“I think the beauty industry is sexist,” she says in an interview with BBC. “It objectifies women a lot of times. It really can boil women down to just their appearance.”
The Huda Beauty owner says these issues also carry over to social media.
She no longer thinks social platforms are beneficial to culture, commenting that a society that has always “been hard on women” has gone to new heights with beauty standards.
“When I go on social media, sometimes I feel I can never be good-looking enough. I can never have achieved enough.”
Kattan is often disregarded in business meetings for her company, with industry pros frequently undermining her.
“Oftentimes we’d be in a meeting and instead of making eye contact with me they would make eye contact with my husband and completely ignore me.”
As a response to these issues, Kattan has taken initiative to drive change in the beauty industry.
She has made it her priority to create products for deeper shades to match a wider variety of skin tones. This, however, is moving at a “snail’s pace.”
“I’ve been in the labs with the manufacturers and I’ve said to them, ‘I need a richer skin tone product’. And I’ve seen them literally put black pigment in, [but] people’s skins are made of many different tones.”

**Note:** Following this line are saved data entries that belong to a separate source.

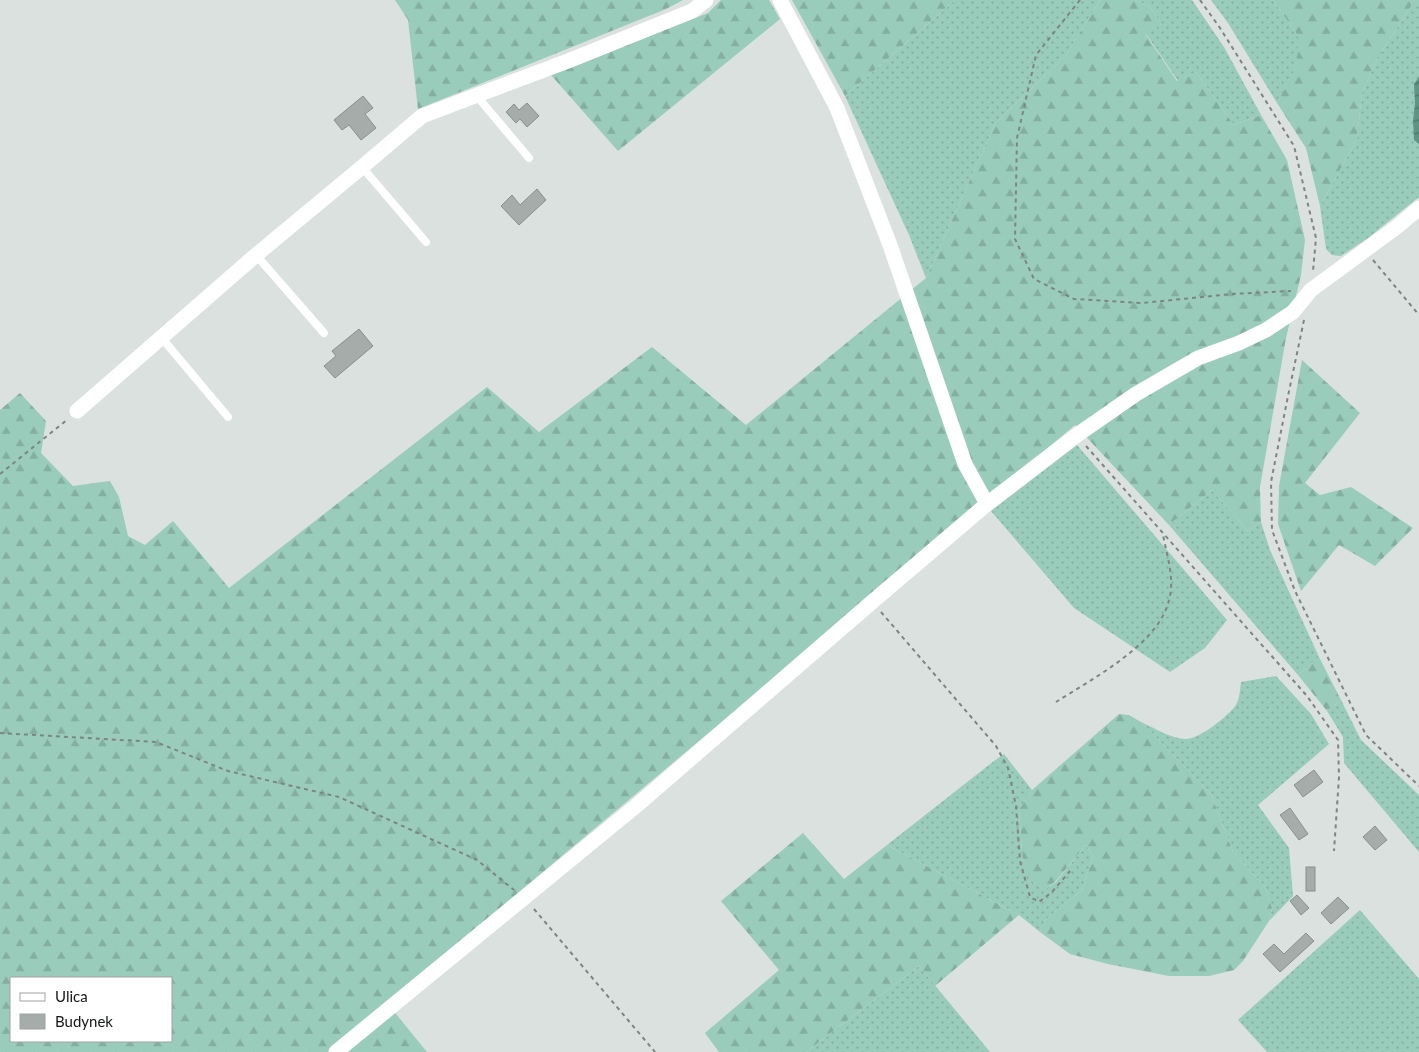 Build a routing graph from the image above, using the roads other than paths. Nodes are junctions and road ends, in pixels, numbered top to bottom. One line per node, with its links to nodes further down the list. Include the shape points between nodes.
1 (706, 0): 3 (street, via 692,11)
2 (780, 0): 13 (street, via 837,108 890,245 966,464)
3 (478, 95): 4 (lane); 5 (street, via 422,116)
4 (529, 158)
5 (362, 167): 7 (lane); 8 (street)
6 (1419, 208): 13 (street, via 1311,290 1292,312 1266,330 1198,358 1136,394 1077,434)
7 (426, 242)
8 (256, 255): 9 (lane); 10 (street)
9 (324, 333)
10 (161, 337): 11 (street); 12 (lane)
11 (78, 411)
12 (228, 417)
13 (987, 504): 14 (street, via 636,806)
14 (336, 1052)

While she does mention a “lack of understanding” is a player in the circumstance, she urges for more education on skin tones.
The fight for representation is a continued effort since her upbringing in Tennessee.
“I think back sometimes to that little Middle Eastern brown girl in Tennessee – there’s still a lot of them out there in the world – and maybe seeing someone like me, they can feel a little bit represented.”